---- DATA FOR REVIEW
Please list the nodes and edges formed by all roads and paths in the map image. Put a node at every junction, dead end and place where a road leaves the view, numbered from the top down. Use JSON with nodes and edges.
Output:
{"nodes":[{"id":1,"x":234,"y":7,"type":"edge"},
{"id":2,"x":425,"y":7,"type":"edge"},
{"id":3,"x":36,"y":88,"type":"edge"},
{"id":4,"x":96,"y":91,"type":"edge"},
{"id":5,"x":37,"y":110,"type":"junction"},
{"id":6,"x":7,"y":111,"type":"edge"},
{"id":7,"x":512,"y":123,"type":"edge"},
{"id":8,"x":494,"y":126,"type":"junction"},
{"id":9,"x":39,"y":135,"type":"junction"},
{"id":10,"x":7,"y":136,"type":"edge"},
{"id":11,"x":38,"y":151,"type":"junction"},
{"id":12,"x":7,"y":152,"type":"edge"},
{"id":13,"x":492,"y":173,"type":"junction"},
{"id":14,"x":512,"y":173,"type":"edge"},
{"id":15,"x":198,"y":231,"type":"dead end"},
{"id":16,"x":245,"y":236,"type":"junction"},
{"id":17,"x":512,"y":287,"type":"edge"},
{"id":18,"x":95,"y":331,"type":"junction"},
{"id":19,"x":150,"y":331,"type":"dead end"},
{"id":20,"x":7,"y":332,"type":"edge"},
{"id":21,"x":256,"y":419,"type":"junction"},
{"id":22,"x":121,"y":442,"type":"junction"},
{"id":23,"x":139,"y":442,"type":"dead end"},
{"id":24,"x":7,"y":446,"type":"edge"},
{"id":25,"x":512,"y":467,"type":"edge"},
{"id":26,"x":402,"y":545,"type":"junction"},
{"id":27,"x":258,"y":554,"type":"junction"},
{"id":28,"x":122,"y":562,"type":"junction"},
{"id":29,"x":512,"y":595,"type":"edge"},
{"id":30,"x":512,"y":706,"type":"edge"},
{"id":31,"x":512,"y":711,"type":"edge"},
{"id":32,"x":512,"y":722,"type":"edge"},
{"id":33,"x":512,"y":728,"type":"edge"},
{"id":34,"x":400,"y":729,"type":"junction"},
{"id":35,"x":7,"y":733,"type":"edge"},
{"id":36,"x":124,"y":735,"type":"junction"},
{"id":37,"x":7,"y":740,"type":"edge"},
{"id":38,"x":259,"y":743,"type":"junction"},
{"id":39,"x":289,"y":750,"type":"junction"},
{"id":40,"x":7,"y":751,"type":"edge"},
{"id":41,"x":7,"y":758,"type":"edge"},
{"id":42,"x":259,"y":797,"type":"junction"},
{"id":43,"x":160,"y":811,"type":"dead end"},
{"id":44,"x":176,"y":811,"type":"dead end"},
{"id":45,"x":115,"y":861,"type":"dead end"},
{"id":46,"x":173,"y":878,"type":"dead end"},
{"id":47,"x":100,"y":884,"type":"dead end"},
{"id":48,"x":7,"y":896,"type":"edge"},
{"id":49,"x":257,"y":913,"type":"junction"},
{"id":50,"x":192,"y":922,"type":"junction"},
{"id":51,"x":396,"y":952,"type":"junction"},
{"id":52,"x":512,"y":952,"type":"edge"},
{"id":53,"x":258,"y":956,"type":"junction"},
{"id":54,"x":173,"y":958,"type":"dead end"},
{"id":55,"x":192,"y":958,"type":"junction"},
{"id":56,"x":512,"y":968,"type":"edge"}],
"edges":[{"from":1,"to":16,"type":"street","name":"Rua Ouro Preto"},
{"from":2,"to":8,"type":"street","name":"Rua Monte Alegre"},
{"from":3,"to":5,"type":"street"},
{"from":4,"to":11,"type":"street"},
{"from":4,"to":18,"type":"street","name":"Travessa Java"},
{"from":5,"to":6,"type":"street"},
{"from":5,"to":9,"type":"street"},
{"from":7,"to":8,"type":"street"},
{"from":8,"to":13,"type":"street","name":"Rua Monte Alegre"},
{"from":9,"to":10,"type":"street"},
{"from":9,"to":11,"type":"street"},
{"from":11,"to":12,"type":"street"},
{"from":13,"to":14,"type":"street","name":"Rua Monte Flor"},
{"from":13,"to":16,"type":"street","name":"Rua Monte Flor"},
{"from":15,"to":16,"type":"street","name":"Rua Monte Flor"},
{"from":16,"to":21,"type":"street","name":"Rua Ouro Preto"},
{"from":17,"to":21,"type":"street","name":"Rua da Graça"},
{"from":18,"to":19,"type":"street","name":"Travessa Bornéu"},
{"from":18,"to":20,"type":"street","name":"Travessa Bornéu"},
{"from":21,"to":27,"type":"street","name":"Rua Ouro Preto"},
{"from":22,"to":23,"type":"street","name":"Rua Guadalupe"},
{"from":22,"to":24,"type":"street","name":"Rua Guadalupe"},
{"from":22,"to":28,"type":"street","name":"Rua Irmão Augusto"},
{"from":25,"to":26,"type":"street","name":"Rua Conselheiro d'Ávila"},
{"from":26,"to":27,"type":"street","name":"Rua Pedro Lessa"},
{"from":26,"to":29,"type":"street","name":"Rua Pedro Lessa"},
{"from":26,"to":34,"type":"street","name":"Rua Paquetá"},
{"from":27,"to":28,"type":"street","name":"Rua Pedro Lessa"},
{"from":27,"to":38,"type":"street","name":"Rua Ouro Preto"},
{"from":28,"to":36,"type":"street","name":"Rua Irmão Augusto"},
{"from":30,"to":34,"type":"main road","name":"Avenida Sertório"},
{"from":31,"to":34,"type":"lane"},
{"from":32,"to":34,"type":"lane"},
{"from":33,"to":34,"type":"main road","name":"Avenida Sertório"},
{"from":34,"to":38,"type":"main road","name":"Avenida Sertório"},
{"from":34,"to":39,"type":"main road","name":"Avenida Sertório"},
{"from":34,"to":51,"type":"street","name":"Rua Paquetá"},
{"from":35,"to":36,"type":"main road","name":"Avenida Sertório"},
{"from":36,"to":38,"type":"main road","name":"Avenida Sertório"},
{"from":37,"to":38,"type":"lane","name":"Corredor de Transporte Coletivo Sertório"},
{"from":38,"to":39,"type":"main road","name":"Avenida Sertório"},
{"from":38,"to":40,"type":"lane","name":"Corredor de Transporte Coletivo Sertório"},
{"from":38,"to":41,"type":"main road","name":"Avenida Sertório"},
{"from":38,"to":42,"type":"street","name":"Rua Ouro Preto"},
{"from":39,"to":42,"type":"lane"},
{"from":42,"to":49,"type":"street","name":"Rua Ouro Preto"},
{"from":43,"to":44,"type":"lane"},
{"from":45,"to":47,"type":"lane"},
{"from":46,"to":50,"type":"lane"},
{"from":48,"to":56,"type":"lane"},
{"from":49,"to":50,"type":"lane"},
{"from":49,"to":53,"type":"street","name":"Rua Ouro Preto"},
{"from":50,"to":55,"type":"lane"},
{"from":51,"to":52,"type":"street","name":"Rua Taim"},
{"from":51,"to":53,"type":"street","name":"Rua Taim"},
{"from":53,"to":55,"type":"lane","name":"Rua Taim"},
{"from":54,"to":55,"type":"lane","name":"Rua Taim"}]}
--------
▶ [WORK TASK]:
Determine how many lines of the data contain "Lessa" and give nothing but that number.

▶ [EXERCISE SOLUTION]:
3